A la etapa de Carlos Miguel corresponden asimismo los leones, colocados en sus pedestales el 1ro. de enero de 1929. Meses antes, el 10 de octubre de 1928, el Paseo en esta nueva versión había quedado inaugurado.
El Prado guarda también recuerdos trágicos.
En la tarde del 9 de julio de 1913 era muerto a balazos, mientras paseaba en compañía de sus dos hijos pequeños, el brigadier Armando de la Riva, jefe de la Policía Nacional y uno de los generales más jóvenes del Ejército Libertador. Por órdenes del secretario (ministro) de Gobernación (Interior) De la Riva se había propuesto acabar con los garitos que alentaba el general Ernesto Asbert, a la sazón gobernador de La Habana y, de seguro, dada su popularidad, futuro presidente de la República. Asbert no toleró la intromisión y un encuentro casual aquella tarde en Prado entre Ánimas y Trocadero, desencadenó la tragedia. Asbert fue a parar de cabeza a la cárcel y aunque amnistiado algo más de un año después, el incidente puso fin a su ascendente carrera política.

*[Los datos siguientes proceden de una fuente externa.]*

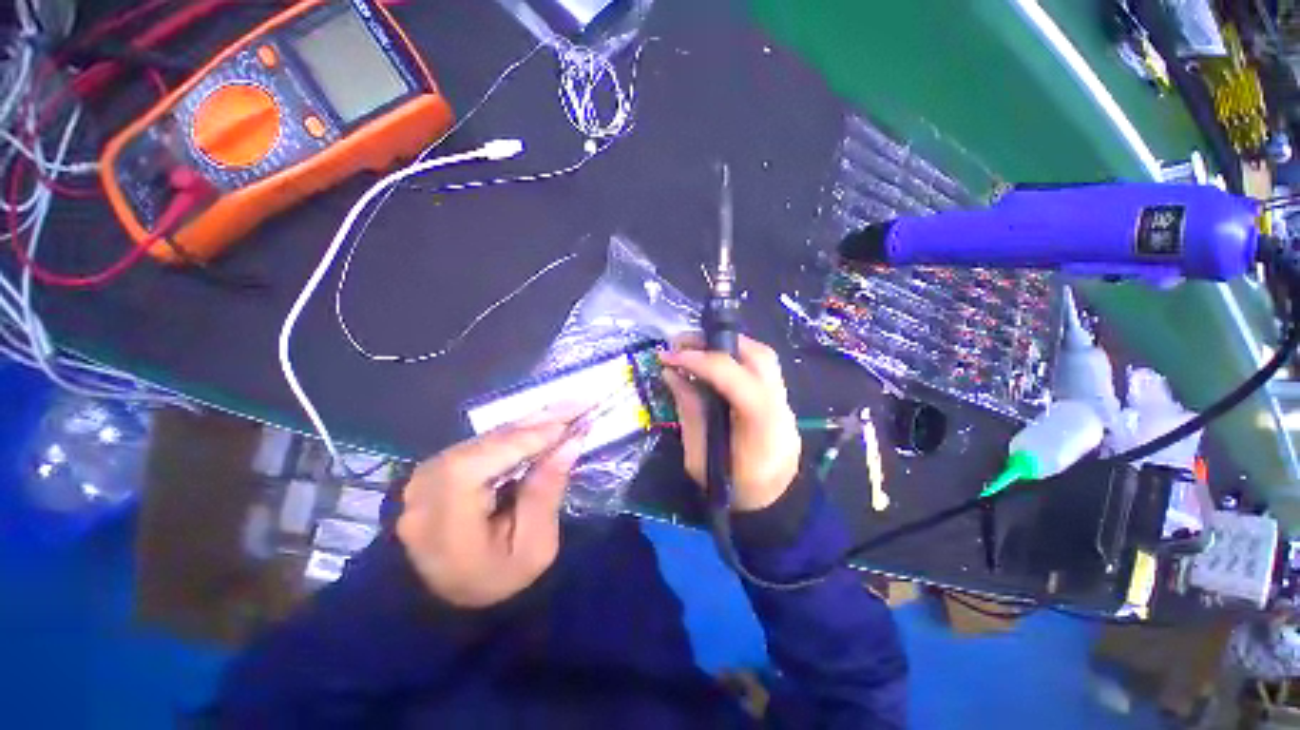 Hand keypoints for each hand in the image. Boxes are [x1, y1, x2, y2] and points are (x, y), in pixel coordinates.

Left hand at [396, 414, 581, 607]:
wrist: (448, 600)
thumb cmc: (496, 581)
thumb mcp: (533, 547)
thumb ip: (547, 492)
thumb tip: (570, 442)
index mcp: (444, 518)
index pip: (485, 462)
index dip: (529, 438)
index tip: (571, 421)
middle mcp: (426, 488)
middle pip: (487, 442)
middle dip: (537, 422)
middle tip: (577, 403)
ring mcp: (427, 475)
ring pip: (486, 437)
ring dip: (529, 424)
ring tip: (566, 409)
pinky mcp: (436, 469)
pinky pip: (482, 443)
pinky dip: (515, 433)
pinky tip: (542, 423)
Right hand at [660, 335, 800, 511]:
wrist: (774, 505)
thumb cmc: (733, 489)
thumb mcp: (699, 458)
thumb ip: (689, 411)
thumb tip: (671, 373)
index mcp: (761, 427)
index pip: (735, 378)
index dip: (700, 361)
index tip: (668, 357)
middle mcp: (780, 406)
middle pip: (758, 356)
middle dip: (717, 342)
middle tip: (682, 343)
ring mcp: (786, 401)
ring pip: (763, 356)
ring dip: (727, 346)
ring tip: (695, 348)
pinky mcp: (781, 400)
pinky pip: (760, 367)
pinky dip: (735, 357)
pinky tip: (713, 363) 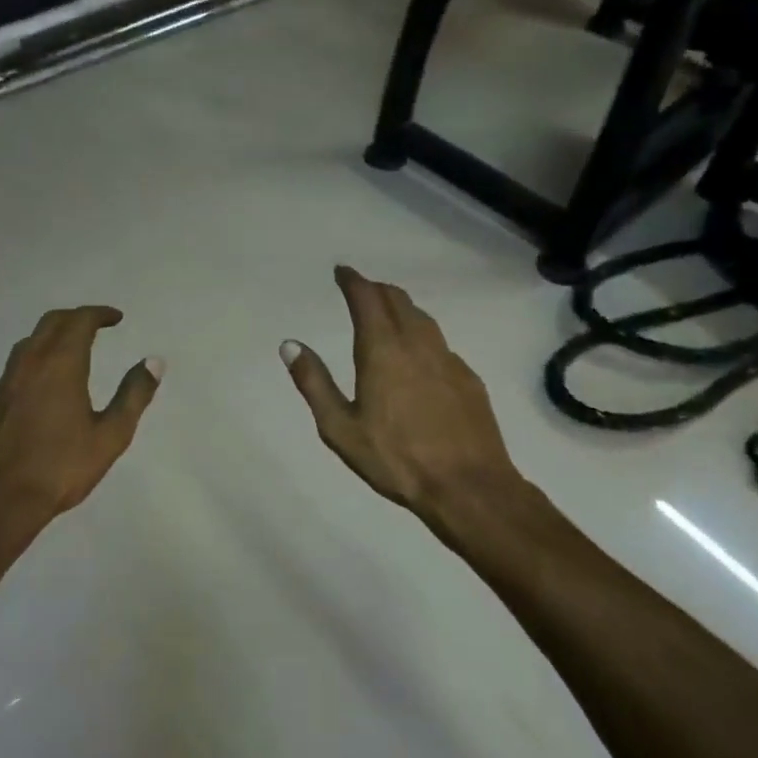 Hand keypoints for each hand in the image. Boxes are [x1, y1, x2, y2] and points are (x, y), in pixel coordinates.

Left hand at [0, 305, 162, 530]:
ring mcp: (6, 382)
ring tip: (73, 347)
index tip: (116, 318)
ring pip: (30, 341)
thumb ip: (134, 395)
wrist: (1, 500)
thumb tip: (154, 361)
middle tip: (97, 325)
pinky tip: (45, 381)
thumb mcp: (111, 435)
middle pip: (51, 323)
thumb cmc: (62, 467)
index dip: (99, 314)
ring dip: (53, 334)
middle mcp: (30, 364)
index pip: (79, 321)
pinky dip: (37, 356)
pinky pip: (17, 364)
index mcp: (60, 366)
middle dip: (76, 317)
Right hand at [281, 267, 520, 523]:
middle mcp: (418, 344)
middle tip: (361, 290)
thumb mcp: (340, 428)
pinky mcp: (468, 378)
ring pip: (423, 318)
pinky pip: (440, 342)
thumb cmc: (396, 459)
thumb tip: (290, 345)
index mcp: (382, 350)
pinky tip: (419, 355)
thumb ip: (314, 383)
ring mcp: (448, 359)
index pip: (367, 299)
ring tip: (388, 313)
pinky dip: (422, 334)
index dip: (353, 281)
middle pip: (397, 300)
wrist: (468, 486)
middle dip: (376, 289)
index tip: (342, 271)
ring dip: (401, 307) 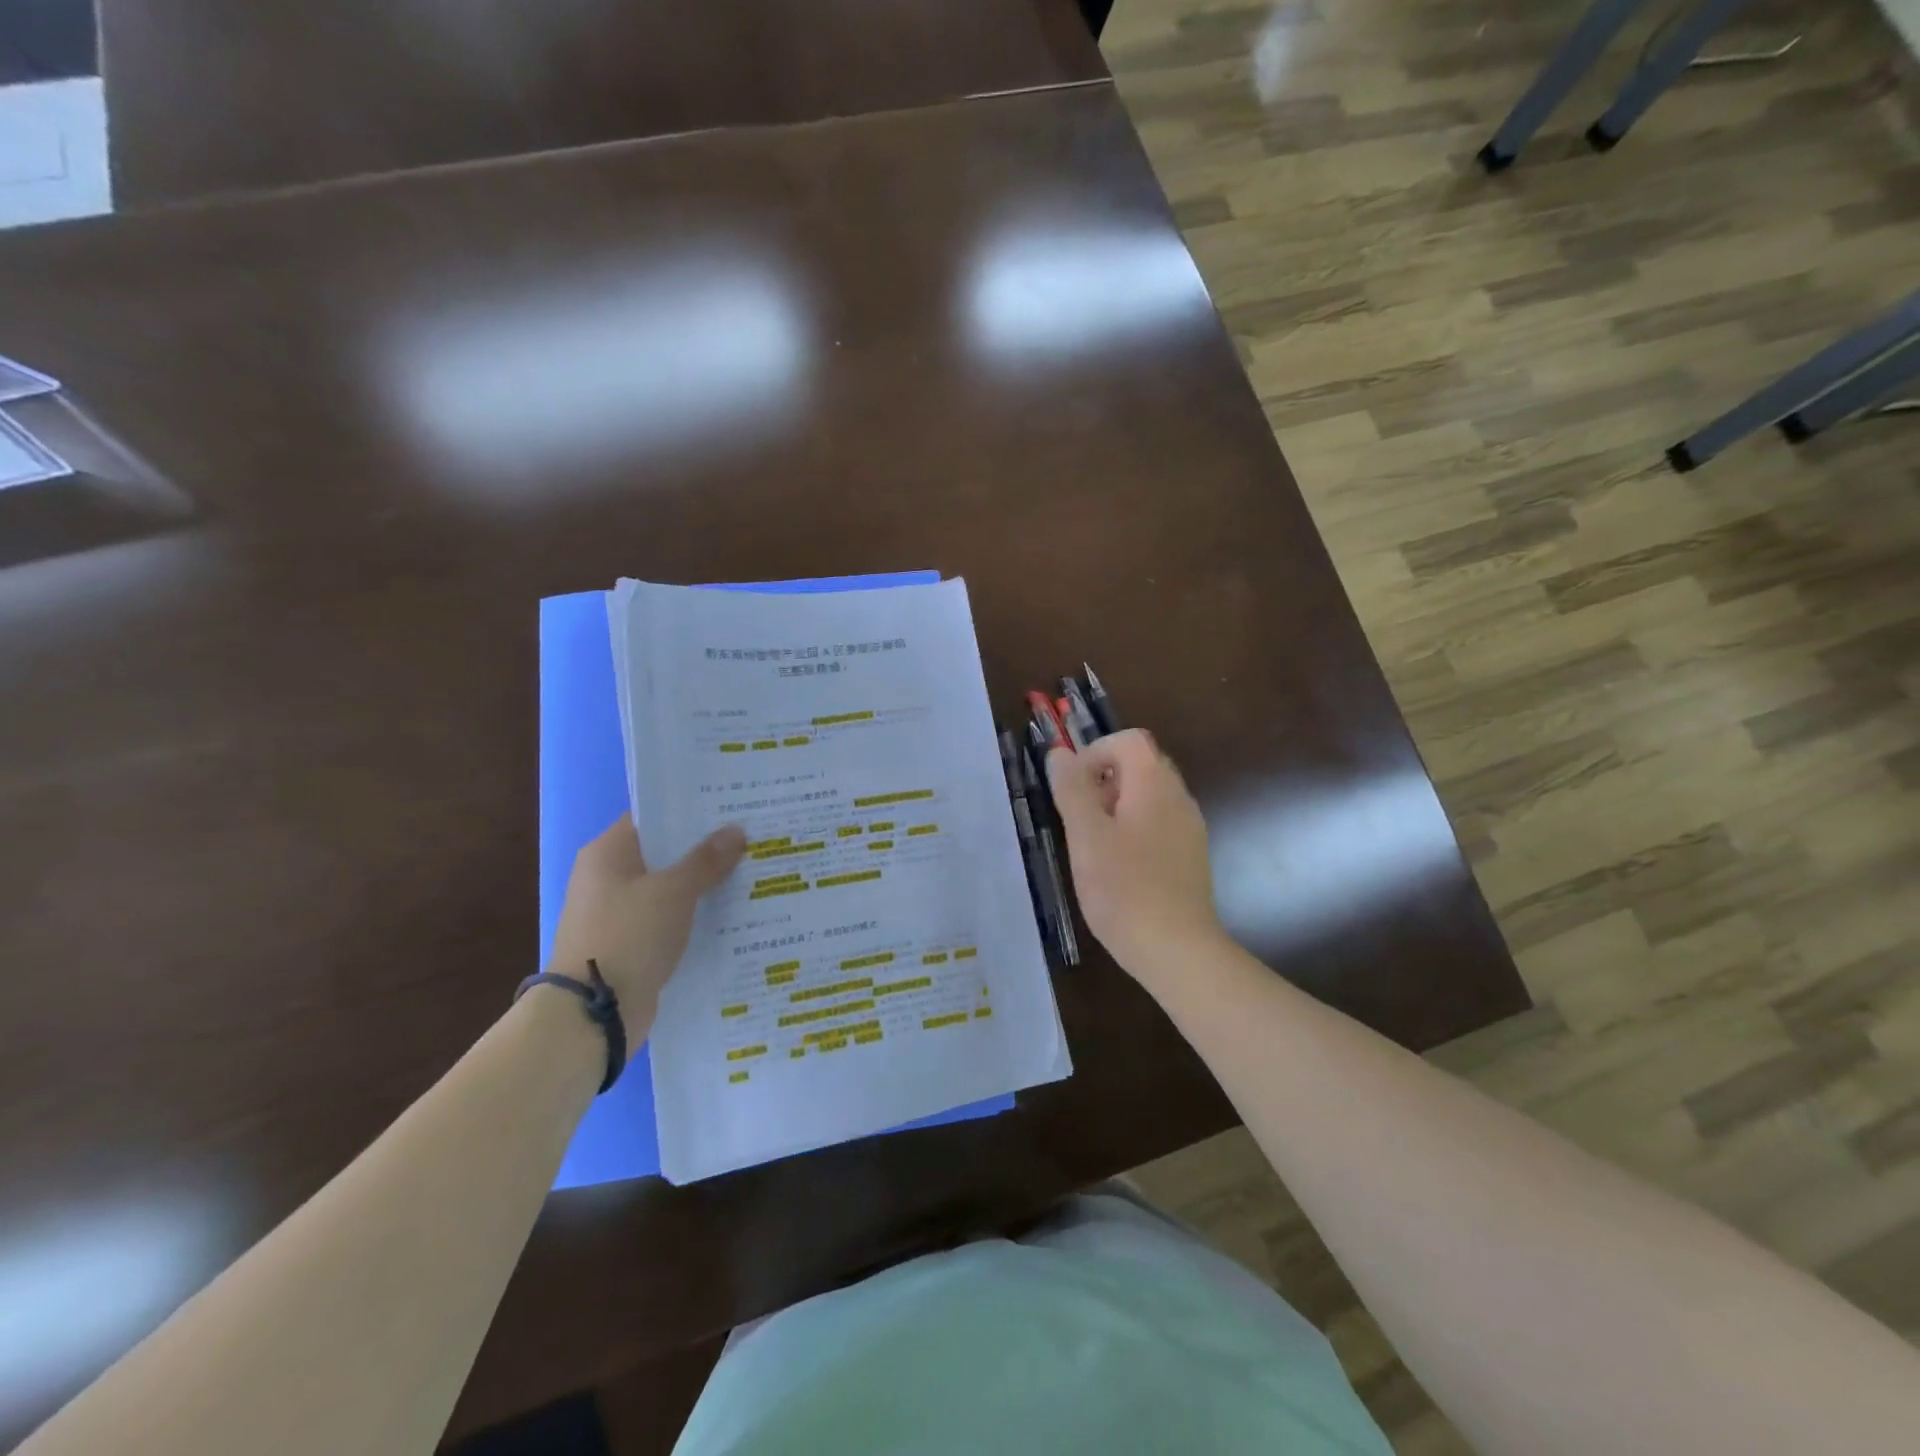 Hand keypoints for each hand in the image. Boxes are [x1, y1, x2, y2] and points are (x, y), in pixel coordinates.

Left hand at [547, 818, 746, 1022]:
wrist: (594, 1012)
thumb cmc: (629, 936)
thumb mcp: (674, 891)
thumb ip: (706, 860)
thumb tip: (736, 830)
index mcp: (607, 853)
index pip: (652, 817)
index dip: (690, 811)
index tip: (730, 806)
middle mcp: (608, 877)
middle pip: (664, 852)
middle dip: (705, 847)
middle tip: (750, 836)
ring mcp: (617, 912)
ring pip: (669, 887)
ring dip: (703, 883)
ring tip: (750, 870)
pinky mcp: (631, 943)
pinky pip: (669, 917)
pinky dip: (694, 913)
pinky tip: (731, 911)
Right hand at [1047, 729, 1225, 984]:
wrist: (1177, 950)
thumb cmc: (1124, 889)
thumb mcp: (1086, 835)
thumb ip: (1072, 789)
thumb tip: (1060, 752)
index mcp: (1155, 785)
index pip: (1129, 740)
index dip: (1095, 752)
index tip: (1072, 786)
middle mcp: (1179, 798)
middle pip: (1141, 765)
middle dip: (1104, 779)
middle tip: (1078, 815)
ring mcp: (1189, 828)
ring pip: (1149, 796)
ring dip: (1116, 806)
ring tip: (1092, 844)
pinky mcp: (1190, 857)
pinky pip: (1159, 823)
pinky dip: (1133, 828)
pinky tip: (1117, 867) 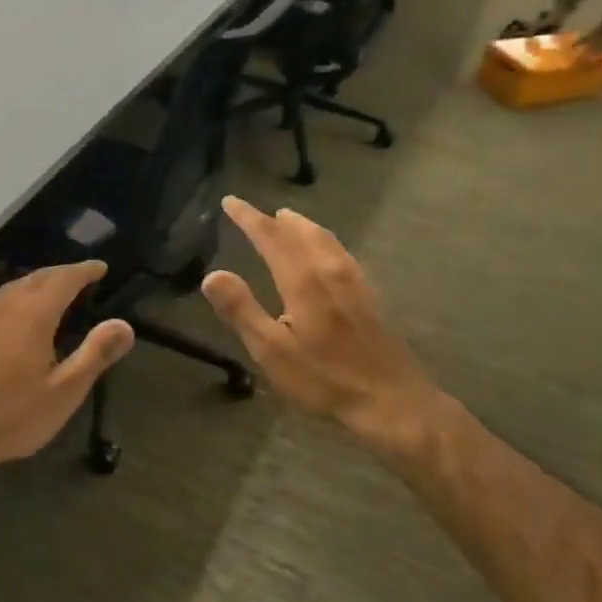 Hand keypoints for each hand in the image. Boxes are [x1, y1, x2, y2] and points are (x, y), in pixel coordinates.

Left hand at [0, 261, 132, 472]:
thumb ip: (95, 354)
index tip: (101, 268)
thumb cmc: (11, 416)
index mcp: (32, 314)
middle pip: (37, 278)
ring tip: (52, 294)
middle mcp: (3, 304)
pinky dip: (13, 298)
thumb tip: (124, 325)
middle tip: (81, 278)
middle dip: (62, 274)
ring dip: (36, 285)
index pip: (64, 278)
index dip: (85, 270)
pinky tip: (13, 315)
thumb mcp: (64, 392)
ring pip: (12, 287)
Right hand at [201, 198, 438, 452]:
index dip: (249, 218)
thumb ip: (241, 310)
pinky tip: (328, 254)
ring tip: (289, 220)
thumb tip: (212, 274)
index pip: (271, 238)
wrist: (390, 399)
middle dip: (275, 220)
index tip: (230, 201)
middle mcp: (330, 272)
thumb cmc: (323, 379)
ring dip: (303, 226)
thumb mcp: (272, 351)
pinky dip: (324, 241)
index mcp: (303, 281)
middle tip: (256, 211)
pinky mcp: (369, 297)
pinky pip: (341, 253)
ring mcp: (354, 283)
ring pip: (326, 240)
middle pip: (301, 233) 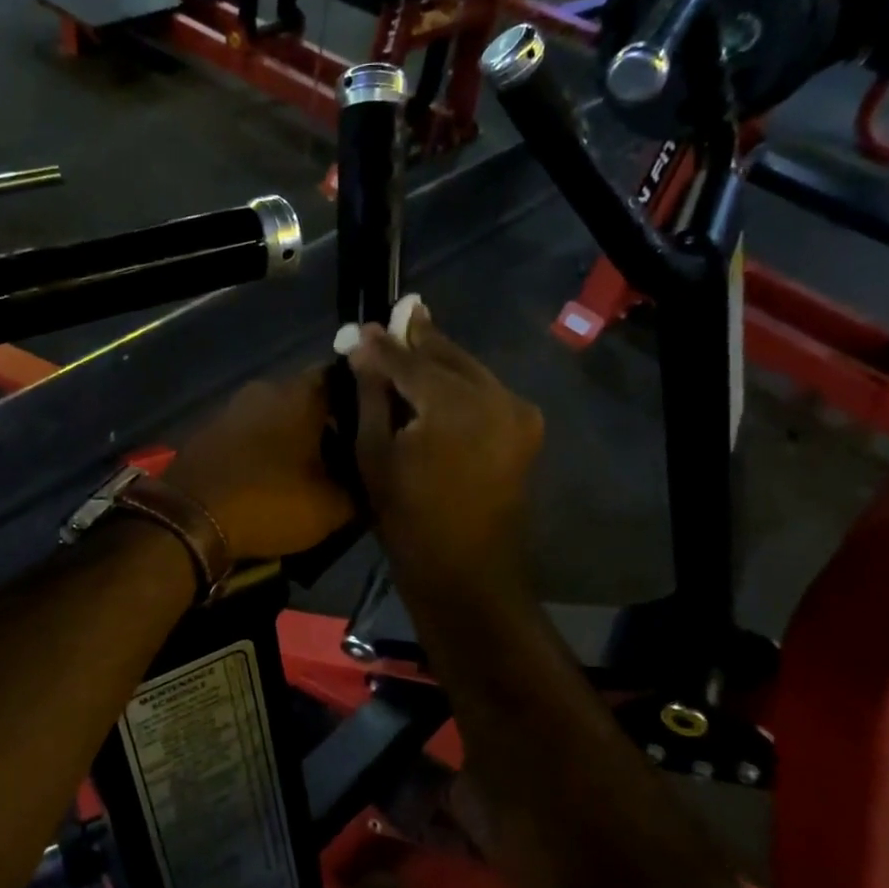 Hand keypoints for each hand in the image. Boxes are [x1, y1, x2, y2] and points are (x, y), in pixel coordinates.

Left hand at [165, 369, 355, 560]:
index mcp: (301, 393)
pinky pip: (249, 433)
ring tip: (308, 473)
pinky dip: (263, 450)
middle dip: (327, 425)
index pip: (345, 379)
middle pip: (309, 399)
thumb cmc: (269, 501)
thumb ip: (361, 488)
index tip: (374, 428)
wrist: (189, 519)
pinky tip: (270, 478)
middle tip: (345, 458)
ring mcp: (232, 408)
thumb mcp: (332, 507)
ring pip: (276, 416)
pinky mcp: (209, 431)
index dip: (363, 402)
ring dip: (292, 438)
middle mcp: (266, 388)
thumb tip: (373, 480)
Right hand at [347, 311, 543, 592]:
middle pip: (448, 357)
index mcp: (455, 405)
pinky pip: (486, 391)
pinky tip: (438, 375)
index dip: (383, 345)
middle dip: (419, 339)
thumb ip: (371, 394)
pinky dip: (460, 382)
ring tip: (413, 337)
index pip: (410, 361)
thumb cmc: (408, 520)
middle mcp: (496, 396)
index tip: (362, 326)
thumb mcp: (374, 455)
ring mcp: (518, 412)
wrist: (467, 573)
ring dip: (440, 358)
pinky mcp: (526, 428)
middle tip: (398, 314)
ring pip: (470, 370)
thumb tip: (363, 348)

Años después, también en Prado, encontraría la muerte Antonio (Antoñico) Jiménez, coronel del Ejército Libertador y jefe de la Porra machadista —cuerpo paramilitar del que se valía Machado para reprimir a sus opositores.
El rumor se había convertido en certeza: era el 12 de agosto de 1933, Machado había renunciado y no estaba ya en Palacio. Pese a eso, Jiménez salió tranquilo de su casa. Quizá pensara en que nada le ocurriría, pero un limpiabotas lo reconoció, y, perseguido de cerca por la población, se vio obligado a refugiarse en el interior de la farmacia del doctor Lorié, en Prado esquina a Virtudes, decidido a vender cara su vida. Durante largo rato sus perseguidores no pudieron penetrar en el establecimiento; Jiménez, pistola en mano, se batía duramente.
Un camión del Ejército pasó por el lugar y se detuvo al observar el revuelo. Un cabo que viajaba en el vehículo, saltó a la calle y de un disparo certero fulminó al jefe de la Porra. Una instantánea captó al militar sobre el techo de un automóvil, con el rifle en alto, en señal de victoria, y aclamado por la multitud. Una foto que dio la vuelta al mundo como símbolo de la caída de la dictadura machadista.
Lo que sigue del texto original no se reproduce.